- **Exercise**
Every line of the listing is returned unchanged, and every picture is dropped.

- **Material provided**
################
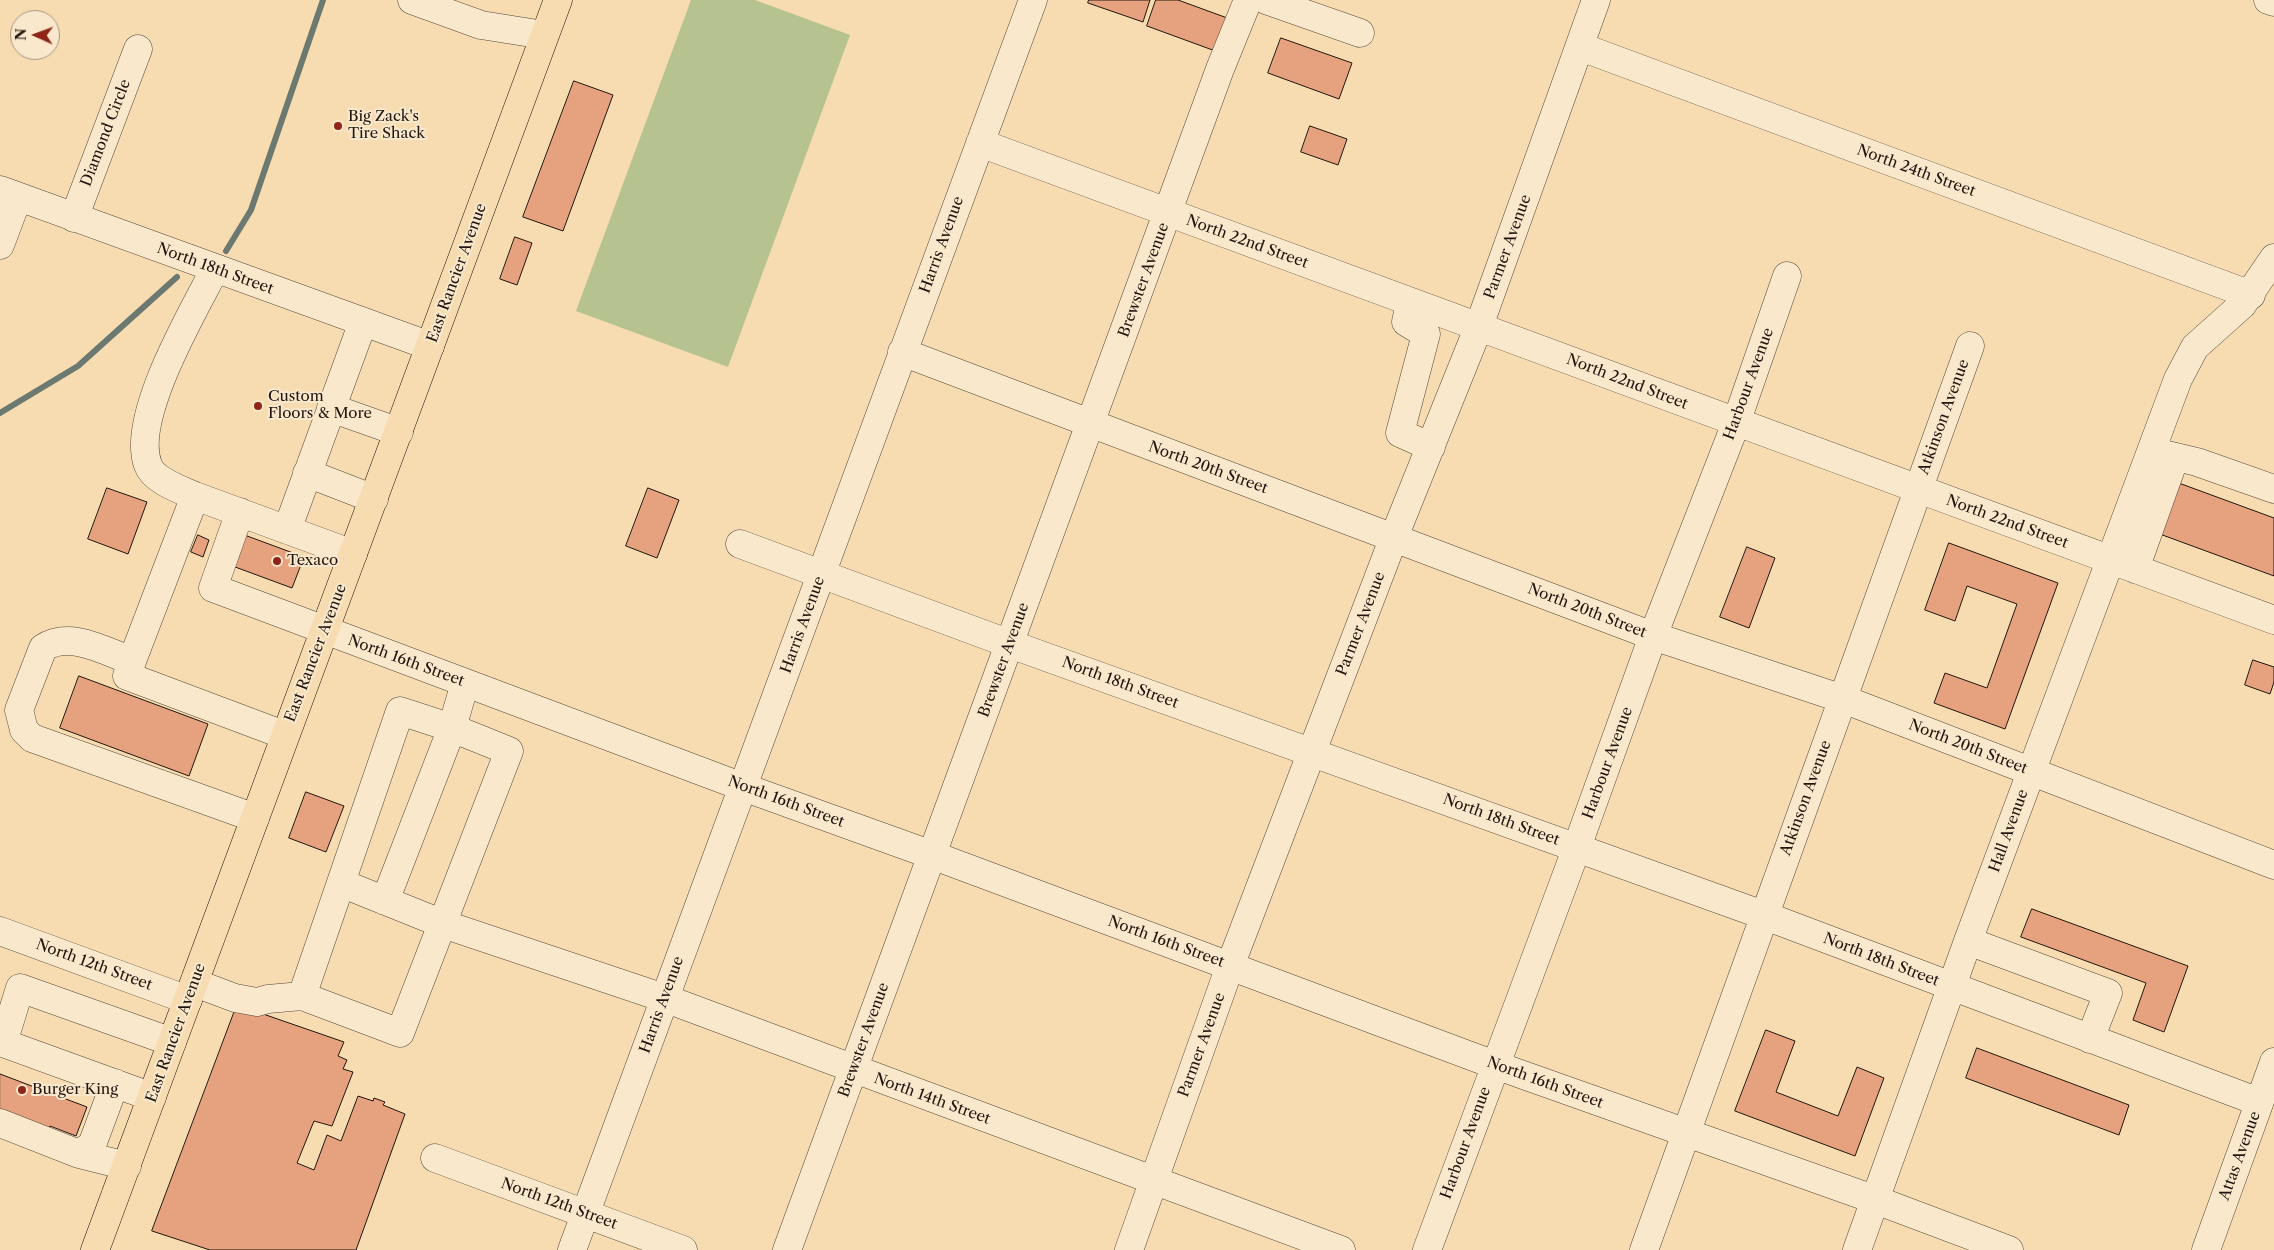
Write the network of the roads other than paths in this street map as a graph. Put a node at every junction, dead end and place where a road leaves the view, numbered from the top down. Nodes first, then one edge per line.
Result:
1 (412, 0) edge
2 (558, 0) edge
3 (1033, 0) edge
4 (1248, 0) edge
5 (1266, 0) edge
6 (1596, 0) edge
7 (2268, 0) edge
8 (2274, 2) edge
9 (1360, 33) dead end
10 (544, 35) junction
11 (1581, 47) junction
12 (138, 49) dead end
13 (980, 144) junction
14 (9, 193) edge
15 (1169, 213) junction
16 (74, 218) junction
17 (0, 245) edge
18 (2274, 258) edge
19 (216, 270) junction
20 (1787, 276) dead end
21 (2251, 294) junction
22 (1410, 303) junction
23 (363, 322) junction
24 (1479, 326) junction
25 (430, 346) junction
26 (1970, 346) dead end
27 (902, 352) junction
28 (331, 408) junction
29 (1736, 423) junction
30 (1090, 424) junction
31 (399, 432) junction
32 (1431, 447) junction
33 (2163, 454) junction
34 (307, 473) junction
35 (2274, 489) edge
36 (1918, 490) junction
37 (195, 496) junction
38 (374, 499) junction
39 (240, 512) junction
40 (286, 530) junction
41 (1394, 537) junction
42 (740, 544) dead end
43 (353, 554) junction
44 (2110, 560) junction
45 (2135, 569) junction
46 (822, 574) junction
47 (2274, 620) edge
48 (324, 631) junction
49 (1653, 636) junction
50 (1010, 644) junction
51 (132, 661) junction
52 (465, 683) junction
53 (1843, 699) junction
54 (452, 728) junction
55 (284, 735) junction
56 (1312, 753) junction
57 (2031, 771) junction
58 (743, 788) junction
59 (254, 818) junction
60 (1578, 847) junction
61 (932, 855) junction
62 (2274, 865) edge
63 (341, 883) junction
64 (385, 901) junction
65 (1763, 915) junction
66 (443, 924) junction
67 (0, 931) edge
68 (1968, 941) junction
69 (1230, 966) junction
70 (1952, 987) junction
71 (191, 991) junction
72 (302, 996) junction
73 (664, 998) junction
74 (2090, 1039) junction
75 (172, 1042) junction
76 (1, 1044) edge
77 (2274, 1062) edge
78 (1495, 1064) junction
79 (853, 1070) junction
80 (115, 1083) junction
81 (152, 1097) junction
82 (2259, 1102) junction
83 (0, 1123) edge
84 (1687, 1134) junction
85 (78, 1154) junction
86 (435, 1158) dead end
87 (127, 1166) junction
88 (1154, 1182) junction
89 (1876, 1200) junction
90 (586, 1214) junction
91 (95, 1250) edge
92 (572, 1250) edge
93 (683, 1250) edge
94 (787, 1250) edge
95 (1129, 1250) edge
96 (1341, 1250) edge
97 (1427, 1250) edge
98 (1644, 1250) edge
99 (1857, 1250) edge
100 (2009, 1250) edge
101 (2206, 1250) edge

1 - 10 street
2 - 10 main road, East Rancier Avenue
3 - 13 street, Harris Avenue
4 - 15 street, Brewster Avenue
5 - 9 street
6 - 11 street, Parmer Avenue
7 - 8 street
10 - 25 main road, East Rancier Avenue
11 - 21 street, North 24th Street
11 - 24 street, Parmer Avenue
12 - 16 street, Diamond Circle
13 - 15 street, North 22nd Street
13 - 27 street, Harris Avenue
14 - 16 street, North 18th Street
14 - 17 street
15 - 22 street, North 22nd Street
15 - 30 street, Brewster Avenue
16 - 19 street, North 18th Street
18 - 21 street, Hall Avenue
19 - 23 street, North 18th Street
19 - 37 street
20 - 29 street, Harbour Avenue
21 - 33 street, Hall Avenue
22 - 24 street, North 22nd Street
22 - 32 street
23 - 25 street, North 18th Street
23 - 28 street
24 - 29 street, North 22nd Street
24 - 32 street, Parmer Avenue
25 - 31 main road, East Rancier Avenue
26 - 36 street, Atkinson Avenue
27 - 30 street, North 20th Street
27 - 46 street, Harris Avenue
28 - 31 street
28 - 34 street
29 - 36 street, North 22nd Street
29 - 49 street, Harbour Avenue
30 - 41 street, North 20th Street
30 - 50 street, Brewster Avenue
31 - 38 main road, East Rancier Avenue
32 - 41 street, Parmer Avenue
33 - 35 street
33 - 44 street, Hall Avenue
33 - 45 street
34 - 38 street
34 - 40 street
36 - 44 street, North 22nd Street
36 - 53 street, Atkinson Avenue
37 - 39 street
37 - 51 street
38 - 43 main road, East Rancier Avenue
39 - 40 street
39 - 48 street, North 16th Street
40 - 43 street
41 - 49 street, North 20th Street
41 - 56 street, Parmer Avenue
42 - 46 street, North 18th Street
43 - 48 main road, East Rancier Avenue
44 - 45 street, North 22nd Street
44 - 57 street, Hall Avenue
45 - 47 street, North 22nd Street
46 - 50 street, North 18th Street
46 - 58 street, Harris Avenue
48 - 52 street, North 16th Street
48 - 55 main road, East Rancier Avenue
49 - 53 street, North 20th Street
49 - 60 street, Harbour Avenue
50 - 56 street, North 18th Street
50 - 61 street, Brewster Avenue
51 - 55 street
51 - 59 street
52 - 54 street
52 - 58 street, North 16th Street
53 - 57 street, North 20th Street
53 - 65 street, Atkinson Avenue
54 - 63 street
54 - 64 street
54 - 66 street
55 - 59 main road, East Rancier Avenue
56 - 60 street, North 18th Street
56 - 69 street, Parmer Avenue
57 - 62 street, North 20th Street
57 - 68 street, Hall Avenue
58 - 61 street, North 16th Street
58 - 73 street, Harris Avenue
59 - 71 main road, East Rancier Avenue
60 - 65 street, North 18th Street
60 - 78 street, Harbour Avenue
61 - 69 street, North 16th Street
61 - 79 street, Brewster Avenue
63 - 64 street, North 14th Street
63 - 72 street
64 - 66 street, North 14th Street
65 - 70 street, North 18th Street
65 - 84 street, Atkinson Avenue
66 - 72 street
66 - 73 street, North 14th Street
67 - 71 street, North 12th Street
68 - 70 street, Hall Avenue
68 - 74 street
69 - 78 street, North 16th Street
69 - 88 street, Parmer Avenue
70 - 74 street, North 18th Street
70 - 89 street, Hall Avenue
71 - 72 street, North 12th Street
71 - 75 main road, East Rancier Avenue
73 - 79 street, North 14th Street
73 - 90 street, Harris Avenue
74 - 82 street, North 18th Street
75 - 76 street
75 - 81 main road, East Rancier Avenue
76 - 80 street
77 - 82 street, Attas Avenue
78 - 84 street, North 16th Street
78 - 97 street, Harbour Avenue
79 - 88 street, North 14th Street
79 - 94 street, Brewster Avenue
80 - 81 street
80 - 85 street
81 - 87 main road, East Rancier Avenue
82 - 101 street, Attas Avenue
83 - 85 street
84 - 89 street, North 16th Street
84 - 98 street, Atkinson Avenue
85 - 87 street
86 - 90 street, North 12th Street
87 - 91 main road, East Rancier Avenue
88 - 95 street, Parmer Avenue
88 - 96 street, North 14th Street
89 - 99 street, Hall Avenue
89 - 100 street, North 16th Street
90 - 92 street, Harris Avenue
90 - 93 street, North 12th Street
################
- **Solution to this exercise**
Write the network of the roads other than paths in this street map as a graph. Put a node at every junction, dead end and place where a road leaves the view, numbered from the top down. Nodes first, then one edge per line.
Result:
1 (412, 0) edge
2 (558, 0) edge
3 (1033, 0) edge
4 (1248, 0) edge
5 (1266, 0) edge
6 (1596, 0) edge
7 (2268, 0) edge
8 (2274, 2) edge
9 (1360, 33) dead end
10 (544, 35) junction
11 (1581, 47) junction
12 (138, 49) dead end
13 (980, 144) junction
14 (9, 193) edge
15 (1169, 213) junction
16 (74, 218) junction
17 (0, 245) edge
18 (2274, 258) edge
19 (216, 270) junction
20 (1787, 276) dead end
21 (2251, 294) junction
22 (1410, 303) junction
23 (363, 322) junction
24 (1479, 326) junction
25 (430, 346) junction
26 (1970, 346) dead end
27 (902, 352) junction
28 (331, 408) junction
29 (1736, 423) junction
30 (1090, 424) junction
31 (399, 432) junction
32 (1431, 447) junction
33 (2163, 454) junction
34 (307, 473) junction
35 (2274, 489) edge
36 (1918, 490) junction
37 (195, 496) junction
38 (374, 499) junction
39 (240, 512) junction
40 (286, 530) junction
41 (1394, 537) junction
42 (740, 544) dead end
43 (353, 554) junction
44 (2110, 560) junction
45 (2135, 569) junction
46 (822, 574) junction
47 (2274, 620) edge
48 (324, 631) junction
49 (1653, 636) junction
50 (1010, 644) junction
51 (132, 661) junction
52 (465, 683) junction
53 (1843, 699) junction
54 (452, 728) junction
55 (284, 735) junction
56 (1312, 753) junction
57 (2031, 771) junction
58 (743, 788) junction
59 (254, 818) junction
60 (1578, 847) junction
61 (932, 855) junction
62 (2274, 865) edge
63 (341, 883) junction
64 (385, 901) junction
65 (1763, 915) junction
66 (443, 924) junction
67 (0, 931) edge
68 (1968, 941) junction
69 (1230, 966) junction
70 (1952, 987) junction
71 (191, 991) junction
72 (302, 996) junction
73 (664, 998) junction
74 (2090, 1039) junction
75 (172, 1042) junction
76 (1, 1044) edge
77 (2274, 1062) edge
78 (1495, 1064) junction
79 (853, 1070) junction
80 (115, 1083) junction
81 (152, 1097) junction
82 (2259, 1102) junction
83 (0, 1123) edge
84 (1687, 1134) junction
85 (78, 1154) junction
86 (435, 1158) dead end
87 (127, 1166) junction
88 (1154, 1182) junction
89 (1876, 1200) junction
90 (586, 1214) junction
91 (95, 1250) edge
92 (572, 1250) edge
93 (683, 1250) edge
94 (787, 1250) edge
95 (1129, 1250) edge
96 (1341, 1250) edge
97 (1427, 1250) edge
98 (1644, 1250) edge
99 (1857, 1250) edge
100 (2009, 1250) edge
101 (2206, 1250) edge

1 - 10 street
2 - 10 main road, East Rancier Avenue
3 - 13 street, Harris Avenue
4 - 15 street, Brewster Avenue
5 - 9 street
6 - 11 street, Parmer Avenue
7 - 8 street
10 - 25 main road, East Rancier Avenue
11 - 21 street, North 24th Street
11 - 24 street, Parmer Avenue
12 - 16 street, Diamond Circle
13 - 15 street, North 22nd Street
13 - 27 street, Harris Avenue
14 - 16 street, North 18th Street
14 - 17 street
15 - 22 street, North 22nd Street
15 - 30 street, Brewster Avenue
16 - 19 street, North 18th Street
18 - 21 street, Hall Avenue
19 - 23 street, North 18th Street
19 - 37 street
20 - 29 street, Harbour Avenue
21 - 33 street, Hall Avenue
22 - 24 street, North 22nd Street
22 - 32 street
23 - 25 street, North 18th Street
23 - 28 street
24 - 29 street, North 22nd Street
24 - 32 street, Parmer Avenue
25 - 31 main road, East Rancier Avenue
26 - 36 street, Atkinson Avenue
27 - 30 street, North 20th Street
27 - 46 street, Harris Avenue
28 - 31 street
28 - 34 street
29 - 36 street, North 22nd Street
29 - 49 street, Harbour Avenue
30 - 41 street, North 20th Street
30 - 50 street, Brewster Avenue
31 - 38 main road, East Rancier Avenue
32 - 41 street, Parmer Avenue
33 - 35 street
33 - 44 street, Hall Avenue
33 - 45 street
34 - 38 street
34 - 40 street
36 - 44 street, North 22nd Street
36 - 53 street, Atkinson Avenue
37 - 39 street
37 - 51 street
38 - 43 main road, East Rancier Avenue
39 - 40 street
39 - 48 street, North 16th Street
40 - 43 street
41 - 49 street, North 20th Street
41 - 56 street, Parmer Avenue
42 - 46 street, North 18th Street
43 - 48 main road, East Rancier Avenue
44 - 45 street, North 22nd Street
44 - 57 street, Hall Avenue
45 - 47 street, North 22nd Street
46 - 50 street, North 18th Street
46 - 58 street, Harris Avenue
48 - 52 street, North 16th Street
48 - 55 main road, East Rancier Avenue
49 - 53 street, North 20th Street
49 - 60 street, Harbour Avenue
50 - 56 street, North 18th Street
50 - 61 street, Brewster Avenue
51 - 55 street
51 - 59 street
52 - 54 street
52 - 58 street, North 16th Street
53 - 57 street, North 20th Street
53 - 65 street, Atkinson Avenue
54 - 63 street
54 - 64 street
54 - 66 street
55 - 59 main road, East Rancier Avenue
56 - 60 street, North 18th Street
56 - 69 street, Parmer Avenue
57 - 62 street, North 20th Street
57 - 68 street, Hall Avenue
58 - 61 street, North 16th Street
58 - 73 street, Harris Avenue
59 - 71 main road, East Rancier Avenue
60 - 65 street, North 18th Street
60 - 78 street, Harbour Avenue
61 - 69 street, North 16th Street
61 - 79 street, Brewster Avenue
63 - 64 street, North 14th Street
63 - 72 street
64 - 66 street, North 14th Street
65 - 70 street, North 18th Street
65 - 84 street, Atkinson Avenue
66 - 72 street
66 - 73 street, North 14th Street
67 - 71 street, North 12th Street
68 - 70 street, Hall Avenue
68 - 74 street
69 - 78 street, North 16th Street
69 - 88 street, Parmer Avenue
70 - 74 street, North 18th Street
70 - 89 street, Hall Avenue
71 - 72 street, North 12th Street
71 - 75 main road, East Rancier Avenue
73 - 79 street, North 14th Street
73 - 90 street, Harris Avenue
74 - 82 street, North 18th Street
75 - 76 street
75 - 81 main road, East Rancier Avenue
76 - 80 street
77 - 82 street, Attas Avenue
78 - 84 street, North 16th Street
78 - 97 street, Harbour Avenue
79 - 88 street, North 14th Street
79 - 94 street, Brewster Avenue
80 - 81 street
80 - 85 street
81 - 87 main road, East Rancier Avenue
82 - 101 street, Attas Avenue
83 - 85 street
84 - 89 street, North 16th Street
84 - 98 street, Atkinson Avenue
85 - 87 street
86 - 90 street, North 12th Street
87 - 91 main road, East Rancier Avenue
88 - 95 street, Parmer Avenue
88 - 96 street, North 14th Street
89 - 99 street, Hall Avenue
89 - 100 street, North 16th Street
90 - 92 street, Harris Avenue
90 - 93 street, North 12th Street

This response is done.